____ DATASET CONTENT
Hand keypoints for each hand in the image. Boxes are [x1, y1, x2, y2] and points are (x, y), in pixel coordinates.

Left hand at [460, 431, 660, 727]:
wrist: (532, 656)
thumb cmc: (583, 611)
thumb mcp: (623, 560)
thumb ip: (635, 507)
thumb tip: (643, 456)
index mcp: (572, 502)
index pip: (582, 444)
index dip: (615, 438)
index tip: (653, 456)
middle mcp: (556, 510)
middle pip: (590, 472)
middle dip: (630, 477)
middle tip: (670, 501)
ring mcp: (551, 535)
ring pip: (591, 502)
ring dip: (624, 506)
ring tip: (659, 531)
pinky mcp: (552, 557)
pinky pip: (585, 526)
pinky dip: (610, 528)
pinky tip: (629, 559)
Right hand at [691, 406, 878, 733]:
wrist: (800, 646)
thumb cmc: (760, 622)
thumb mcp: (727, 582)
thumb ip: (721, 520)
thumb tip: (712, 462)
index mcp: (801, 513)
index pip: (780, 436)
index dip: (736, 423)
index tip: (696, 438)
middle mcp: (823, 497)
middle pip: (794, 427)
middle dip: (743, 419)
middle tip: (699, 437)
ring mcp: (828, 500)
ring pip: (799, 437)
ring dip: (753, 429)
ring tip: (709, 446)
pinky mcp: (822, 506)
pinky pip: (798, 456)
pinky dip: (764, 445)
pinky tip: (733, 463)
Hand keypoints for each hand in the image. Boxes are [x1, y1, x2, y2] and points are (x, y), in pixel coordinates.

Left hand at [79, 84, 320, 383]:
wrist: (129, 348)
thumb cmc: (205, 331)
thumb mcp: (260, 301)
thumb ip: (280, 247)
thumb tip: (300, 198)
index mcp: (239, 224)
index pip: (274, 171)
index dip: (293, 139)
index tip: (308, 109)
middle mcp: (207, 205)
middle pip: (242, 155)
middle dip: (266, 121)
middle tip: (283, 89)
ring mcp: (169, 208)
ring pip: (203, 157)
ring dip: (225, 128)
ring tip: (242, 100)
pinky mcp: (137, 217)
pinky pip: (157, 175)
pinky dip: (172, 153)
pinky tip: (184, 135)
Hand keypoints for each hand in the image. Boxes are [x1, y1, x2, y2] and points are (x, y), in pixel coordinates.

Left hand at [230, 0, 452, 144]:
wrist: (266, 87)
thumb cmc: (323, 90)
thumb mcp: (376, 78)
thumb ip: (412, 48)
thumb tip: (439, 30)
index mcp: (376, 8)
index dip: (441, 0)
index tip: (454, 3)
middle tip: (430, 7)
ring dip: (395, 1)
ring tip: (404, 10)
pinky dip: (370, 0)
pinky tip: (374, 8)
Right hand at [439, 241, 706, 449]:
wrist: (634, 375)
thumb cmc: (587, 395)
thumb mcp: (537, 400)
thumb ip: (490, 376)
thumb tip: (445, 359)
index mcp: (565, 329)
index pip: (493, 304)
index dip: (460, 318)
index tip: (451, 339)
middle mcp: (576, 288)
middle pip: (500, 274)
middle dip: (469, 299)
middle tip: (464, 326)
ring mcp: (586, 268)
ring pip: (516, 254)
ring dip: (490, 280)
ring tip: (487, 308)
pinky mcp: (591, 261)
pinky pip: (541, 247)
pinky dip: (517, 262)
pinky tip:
________
■ **PROBLEM DETAILS**: Reproduce only the lines above, starting at the line with "pinky tip: (629, 559)" and ending at the line with "ring pip: (799, 437)", exactly as written.

■ **RESULT FOR THIS EXERCISE**:
pinky tip: (629, 559)
Right hand at [691, 406, 878, 733]:
wrist: (800, 646)
thumb cmc: (760, 622)
thumb mcp: (727, 582)
thumb ip: (721, 520)
thumb tip: (712, 462)
index mcp: (801, 513)
index pip: (780, 436)
index dip: (736, 423)
index tip: (696, 438)
middle mcp: (823, 497)
middle pip: (794, 427)
middle dip: (743, 419)
middle tip: (699, 437)
ring mcp: (828, 500)
ring pip: (799, 437)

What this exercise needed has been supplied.